I bought my first pair of nice cowboy boots when I was 15. They were made of chocolate brown leather, with gold stitching and a pointed toe. I balked at the cost, but my mother assured me that a quality pair of boots could last a lifetime. More than a decade later, that pair is still going strong. 

As are the sisters behind Miron Crosby. Lizzie Means Duplantis and Sarah Means launched their fashionable, bespoke cowboy boot brand in 2017. They focus on producing heirloom-quality shoes, Means Duplantis says, but there’s something whimsical about their colorful, oft extra, but always iconic boots. 

Since kicking off in Highland Park Village five years ago, they’ve opened a second location in Aspen and collaborated with entities like Garden and Gun and the Rosewood Mansion on Turtle Creek for specialty boots. 

Last week, the sisters, in partnership with the Rosewood Mansion, hosted a luncheon and master class on their design process and how their boots are produced. Here are seven things we learned. 

It’s a family affair. 

Miron Crosby works with Rios of Mercedes in the Rio Grande Valley to produce its shoes. The company has been churning out boots since the 1850s in Mexico and moved to the U.S. in 1908. It’s now run by the cousins of the Means sisters. 

It’s all about family in the factory, too, CEO Ryan Vaughan says. There are about 45 workers who make every boot by hand. Many have been there for decades and are referred to as “maestro,” or “teacher” in Spanish. Some workers recruit younger members of their families to come learn the trade. “It’s like an old-fashioned apprenticeship,” says Creative Director Jode Vaughan. 
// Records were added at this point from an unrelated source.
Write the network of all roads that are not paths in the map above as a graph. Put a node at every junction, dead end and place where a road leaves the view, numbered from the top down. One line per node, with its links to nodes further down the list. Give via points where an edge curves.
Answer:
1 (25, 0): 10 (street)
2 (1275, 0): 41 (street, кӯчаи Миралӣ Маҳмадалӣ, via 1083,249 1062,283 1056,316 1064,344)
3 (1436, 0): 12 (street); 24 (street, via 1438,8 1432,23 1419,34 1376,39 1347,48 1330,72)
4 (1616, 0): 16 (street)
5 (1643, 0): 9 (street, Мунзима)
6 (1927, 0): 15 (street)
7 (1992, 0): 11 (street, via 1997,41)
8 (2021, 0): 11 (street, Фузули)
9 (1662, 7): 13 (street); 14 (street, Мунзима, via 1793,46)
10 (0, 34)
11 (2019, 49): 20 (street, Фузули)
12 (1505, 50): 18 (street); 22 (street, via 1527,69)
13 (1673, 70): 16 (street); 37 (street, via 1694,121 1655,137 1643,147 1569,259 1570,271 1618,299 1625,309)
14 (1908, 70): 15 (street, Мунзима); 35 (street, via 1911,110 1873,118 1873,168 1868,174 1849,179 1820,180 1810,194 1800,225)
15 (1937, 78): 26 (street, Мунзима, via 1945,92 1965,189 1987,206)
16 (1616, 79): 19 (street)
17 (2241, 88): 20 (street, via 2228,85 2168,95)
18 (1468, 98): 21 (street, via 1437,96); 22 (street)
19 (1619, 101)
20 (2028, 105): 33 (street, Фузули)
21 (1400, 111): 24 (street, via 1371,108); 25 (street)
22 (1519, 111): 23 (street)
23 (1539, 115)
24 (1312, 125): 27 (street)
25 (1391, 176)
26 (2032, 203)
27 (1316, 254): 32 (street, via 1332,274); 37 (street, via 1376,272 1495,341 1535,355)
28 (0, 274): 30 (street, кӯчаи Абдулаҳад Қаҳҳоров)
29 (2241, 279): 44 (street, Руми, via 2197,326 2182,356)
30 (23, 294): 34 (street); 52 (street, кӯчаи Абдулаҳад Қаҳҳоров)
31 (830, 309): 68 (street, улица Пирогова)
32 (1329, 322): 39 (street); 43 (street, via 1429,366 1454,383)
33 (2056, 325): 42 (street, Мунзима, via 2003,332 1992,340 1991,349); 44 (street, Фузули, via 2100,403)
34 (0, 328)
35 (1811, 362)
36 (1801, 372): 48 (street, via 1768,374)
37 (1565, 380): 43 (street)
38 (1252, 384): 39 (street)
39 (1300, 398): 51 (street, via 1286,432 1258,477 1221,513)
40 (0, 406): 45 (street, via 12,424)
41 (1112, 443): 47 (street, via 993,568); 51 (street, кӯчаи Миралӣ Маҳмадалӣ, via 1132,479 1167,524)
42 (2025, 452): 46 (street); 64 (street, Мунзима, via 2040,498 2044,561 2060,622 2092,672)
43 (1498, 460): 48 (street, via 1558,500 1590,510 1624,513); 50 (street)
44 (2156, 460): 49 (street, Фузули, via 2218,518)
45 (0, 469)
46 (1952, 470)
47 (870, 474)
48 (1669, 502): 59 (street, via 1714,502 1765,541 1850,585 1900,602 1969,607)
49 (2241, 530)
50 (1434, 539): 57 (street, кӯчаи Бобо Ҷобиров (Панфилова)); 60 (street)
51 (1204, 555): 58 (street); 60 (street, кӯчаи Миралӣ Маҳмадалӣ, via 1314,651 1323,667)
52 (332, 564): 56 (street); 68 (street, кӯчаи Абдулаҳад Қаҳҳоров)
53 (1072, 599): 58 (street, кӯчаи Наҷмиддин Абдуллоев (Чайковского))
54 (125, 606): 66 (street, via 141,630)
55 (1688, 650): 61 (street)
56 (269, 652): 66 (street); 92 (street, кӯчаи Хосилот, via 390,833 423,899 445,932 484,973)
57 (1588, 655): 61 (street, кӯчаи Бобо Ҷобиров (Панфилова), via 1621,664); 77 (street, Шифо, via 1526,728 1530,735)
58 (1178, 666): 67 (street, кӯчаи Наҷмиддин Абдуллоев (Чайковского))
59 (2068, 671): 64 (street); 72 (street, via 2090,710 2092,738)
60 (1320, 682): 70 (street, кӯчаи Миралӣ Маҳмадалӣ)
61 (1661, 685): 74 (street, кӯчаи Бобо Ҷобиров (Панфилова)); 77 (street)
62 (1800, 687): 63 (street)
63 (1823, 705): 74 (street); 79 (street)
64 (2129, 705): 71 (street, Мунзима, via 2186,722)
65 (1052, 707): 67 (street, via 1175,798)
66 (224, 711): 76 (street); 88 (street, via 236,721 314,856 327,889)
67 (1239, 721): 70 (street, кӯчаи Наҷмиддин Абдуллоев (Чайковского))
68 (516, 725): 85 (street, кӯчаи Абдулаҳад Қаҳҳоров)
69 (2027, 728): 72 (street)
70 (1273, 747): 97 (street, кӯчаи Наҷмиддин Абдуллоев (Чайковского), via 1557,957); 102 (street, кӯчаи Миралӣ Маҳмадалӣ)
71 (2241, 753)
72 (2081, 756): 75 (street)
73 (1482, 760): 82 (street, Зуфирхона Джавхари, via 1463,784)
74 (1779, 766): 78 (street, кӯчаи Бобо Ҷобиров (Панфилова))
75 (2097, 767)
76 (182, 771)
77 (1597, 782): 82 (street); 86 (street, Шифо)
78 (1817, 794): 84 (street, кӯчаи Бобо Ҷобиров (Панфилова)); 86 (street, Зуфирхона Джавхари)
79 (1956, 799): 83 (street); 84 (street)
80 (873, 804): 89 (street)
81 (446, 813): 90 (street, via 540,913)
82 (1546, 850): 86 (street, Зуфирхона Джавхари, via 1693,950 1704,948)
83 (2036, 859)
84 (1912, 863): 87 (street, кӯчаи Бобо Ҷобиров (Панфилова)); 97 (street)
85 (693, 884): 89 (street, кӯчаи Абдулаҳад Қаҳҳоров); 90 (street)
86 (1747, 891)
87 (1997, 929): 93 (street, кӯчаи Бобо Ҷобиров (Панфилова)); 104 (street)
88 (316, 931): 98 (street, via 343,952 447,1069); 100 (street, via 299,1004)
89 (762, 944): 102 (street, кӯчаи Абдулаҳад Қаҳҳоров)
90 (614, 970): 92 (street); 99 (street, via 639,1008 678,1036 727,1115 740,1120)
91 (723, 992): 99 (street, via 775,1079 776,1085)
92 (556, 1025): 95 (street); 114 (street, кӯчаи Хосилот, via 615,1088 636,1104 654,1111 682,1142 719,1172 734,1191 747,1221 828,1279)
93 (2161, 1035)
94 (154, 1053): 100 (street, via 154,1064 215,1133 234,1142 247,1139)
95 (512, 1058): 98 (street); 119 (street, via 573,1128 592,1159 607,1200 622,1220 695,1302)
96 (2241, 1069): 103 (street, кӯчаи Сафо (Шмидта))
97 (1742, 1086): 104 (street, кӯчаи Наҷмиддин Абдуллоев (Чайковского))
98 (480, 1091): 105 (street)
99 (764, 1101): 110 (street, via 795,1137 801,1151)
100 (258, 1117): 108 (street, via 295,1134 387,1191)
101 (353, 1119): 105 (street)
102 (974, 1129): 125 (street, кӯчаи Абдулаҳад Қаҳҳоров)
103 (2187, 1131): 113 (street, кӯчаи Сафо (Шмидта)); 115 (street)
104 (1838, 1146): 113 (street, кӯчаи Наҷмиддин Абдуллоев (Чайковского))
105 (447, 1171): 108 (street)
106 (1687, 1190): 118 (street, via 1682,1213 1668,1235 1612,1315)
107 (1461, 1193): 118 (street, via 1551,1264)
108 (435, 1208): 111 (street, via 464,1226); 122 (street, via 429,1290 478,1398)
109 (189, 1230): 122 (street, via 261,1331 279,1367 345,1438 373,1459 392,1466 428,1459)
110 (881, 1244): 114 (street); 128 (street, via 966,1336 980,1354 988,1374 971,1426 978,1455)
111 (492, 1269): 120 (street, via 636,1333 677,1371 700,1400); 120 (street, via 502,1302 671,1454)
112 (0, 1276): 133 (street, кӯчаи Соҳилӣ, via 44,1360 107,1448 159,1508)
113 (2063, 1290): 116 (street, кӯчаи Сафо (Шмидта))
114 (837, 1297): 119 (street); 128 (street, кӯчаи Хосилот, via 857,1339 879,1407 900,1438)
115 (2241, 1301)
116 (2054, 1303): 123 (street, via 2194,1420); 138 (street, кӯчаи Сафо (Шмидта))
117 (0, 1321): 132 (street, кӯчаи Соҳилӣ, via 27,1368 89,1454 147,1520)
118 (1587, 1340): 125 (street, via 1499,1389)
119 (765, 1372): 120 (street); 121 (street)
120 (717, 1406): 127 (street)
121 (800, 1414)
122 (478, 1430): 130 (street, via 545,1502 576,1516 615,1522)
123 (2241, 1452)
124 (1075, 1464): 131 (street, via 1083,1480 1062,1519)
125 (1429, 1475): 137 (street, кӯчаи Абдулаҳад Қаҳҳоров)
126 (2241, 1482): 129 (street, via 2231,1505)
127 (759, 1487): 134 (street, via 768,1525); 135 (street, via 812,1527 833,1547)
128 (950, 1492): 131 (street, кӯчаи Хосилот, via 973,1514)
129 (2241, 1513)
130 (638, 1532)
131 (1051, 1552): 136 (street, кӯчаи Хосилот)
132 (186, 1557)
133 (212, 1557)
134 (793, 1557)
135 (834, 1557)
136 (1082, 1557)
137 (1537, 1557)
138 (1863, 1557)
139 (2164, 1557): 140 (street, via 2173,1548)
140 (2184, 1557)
The display table at Miron Crosby Boot Making Masterclass
Catherine Wendlandt

We really are living in a material world. 

Miron Crosby uses a variety of leathers for their boots besides just cowhide. There’s python, sting ray, and Nile crocodile. Goatskin has a nice patina to it. Ryan Vaughan’s favorite is ostrich leather, which has many natural oils that soften it, but is still “pretty bulletproof.”  

Then there’s the metallic leathers. Of course, these aren’t found naturally in the wild; these are normal leathers, but with an added sheen. Vaughan rolled out a room-length roll of python skin that had been turned gold. Rios of Mercedes workers have never worked with metallics as much as they do with Miron Crosby. “They think these girls are nuts,” Ryan Vaughan says. 

These boots are made for walking, and that takes a long time. 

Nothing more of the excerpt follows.